淹れてもらった緑茶が体の中から私を温めてくれているのが分かる。

「さ、客が来るまでガールズトークしましょうよ。」
「あずみさん…。何から何まで気遣ってくれてありがとうございます。えっと、ガールズトークって具体的には、」
「恋バナよ!恋バナ!!ね、その想い人から何貰ったの?見せて見せて!」
「ちょ、貰ったっていうか、…その、名刺なので、そんなに面白いものでもないですってば!」
あずみさんに鞄を奪われて中の物を全て取り出される。
机に置く前にタオルでひとつひとつ丁寧に拭きながら。
「名刺ぃ?………え、本当に?そんなもの守る為に、アンタずぶ濡れになってたの?」
「馬鹿みたいですよね。…もう、嫌われちゃってるんですけど。えへへ…。」
誤魔化すように笑う私に、あずみさんは呆れたような顔をして言った。
「馬鹿じゃないわよ、恋はハリケーンっていうじゃない?本当に好きだから馬鹿になっちゃうのよ。見込みがあろうが無かろうが、そういうモンよ女って。」
「そう…なんですかね…。」
「嫌われたって今日の話?あんなとこに居たくらいだし、相手はこの町の男なのよね?……ねぇ、名刺どこ?この町の事は大体分かるから、力になれるかもしれないわ。」
あずみさんは鞄の真ん中で守られるように入っていた財布に気付き、私に目配せをしてから財布を開いた。

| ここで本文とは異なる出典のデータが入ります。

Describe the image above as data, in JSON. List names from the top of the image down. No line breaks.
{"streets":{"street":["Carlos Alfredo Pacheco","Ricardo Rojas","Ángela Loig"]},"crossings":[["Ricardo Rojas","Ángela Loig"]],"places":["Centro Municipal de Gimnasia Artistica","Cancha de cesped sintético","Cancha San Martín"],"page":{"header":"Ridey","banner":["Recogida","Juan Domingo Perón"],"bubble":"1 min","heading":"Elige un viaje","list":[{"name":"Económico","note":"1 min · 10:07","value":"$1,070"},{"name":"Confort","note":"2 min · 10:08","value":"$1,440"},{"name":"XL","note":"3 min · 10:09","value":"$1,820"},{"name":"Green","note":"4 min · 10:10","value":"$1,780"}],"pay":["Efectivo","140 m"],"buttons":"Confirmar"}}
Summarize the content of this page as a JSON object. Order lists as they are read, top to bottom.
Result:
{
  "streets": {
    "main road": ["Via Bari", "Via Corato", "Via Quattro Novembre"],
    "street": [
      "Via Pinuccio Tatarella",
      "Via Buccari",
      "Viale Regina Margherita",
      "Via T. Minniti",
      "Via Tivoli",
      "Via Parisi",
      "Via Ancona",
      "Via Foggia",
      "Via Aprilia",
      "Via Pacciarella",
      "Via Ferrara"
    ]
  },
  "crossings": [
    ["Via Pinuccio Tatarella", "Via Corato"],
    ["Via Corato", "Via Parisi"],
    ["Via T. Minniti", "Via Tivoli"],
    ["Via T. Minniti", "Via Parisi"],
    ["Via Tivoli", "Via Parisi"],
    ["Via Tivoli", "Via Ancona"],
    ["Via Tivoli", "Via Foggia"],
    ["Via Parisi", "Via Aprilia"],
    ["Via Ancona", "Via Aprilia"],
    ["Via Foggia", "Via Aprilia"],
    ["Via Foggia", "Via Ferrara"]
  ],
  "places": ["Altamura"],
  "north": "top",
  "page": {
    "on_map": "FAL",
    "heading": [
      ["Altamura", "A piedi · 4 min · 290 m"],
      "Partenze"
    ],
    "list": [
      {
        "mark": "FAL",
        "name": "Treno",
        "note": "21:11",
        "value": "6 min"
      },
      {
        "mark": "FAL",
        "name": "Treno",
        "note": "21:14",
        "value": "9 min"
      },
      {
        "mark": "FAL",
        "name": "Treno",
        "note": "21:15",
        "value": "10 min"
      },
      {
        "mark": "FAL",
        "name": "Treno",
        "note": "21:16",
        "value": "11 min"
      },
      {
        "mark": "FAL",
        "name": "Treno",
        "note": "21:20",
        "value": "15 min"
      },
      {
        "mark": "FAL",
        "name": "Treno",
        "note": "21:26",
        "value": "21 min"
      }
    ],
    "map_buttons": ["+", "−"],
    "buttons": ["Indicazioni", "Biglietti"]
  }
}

親や友達にも話してないこと、話せないこと、あずみさんはどんどん理解して共感してくれる。
(これが、かぶき町の夜の蝶…!蝶…?でも、すごい…!)
「あ、免許証見っけ。…ふーん、真弓ね。素敵な名前じゃない。」
「や、やだ!免許証の写真、自信無いから見ないでください…!」
「分ぁかったわよぉ!揺すらないで頂戴な。…さて、ここかしら〜?」
まるで昔からの女友達みたいだ。
「えぇと…、これかしら?坂、」
あずみさんが名刺を引き抜いたのと同時に、裏口の扉がガラリと開く音がした。
「……あら?今日、私より遅く出勤の人なんていたかしら?客が入り口間違えたのかしら?」
「納品とかでも無いんですか?」
私が質問すると、あずみさんは首を傾げて裏口の方を見た。
私も同じ方向を見ると、意外すぎる人物が現れた。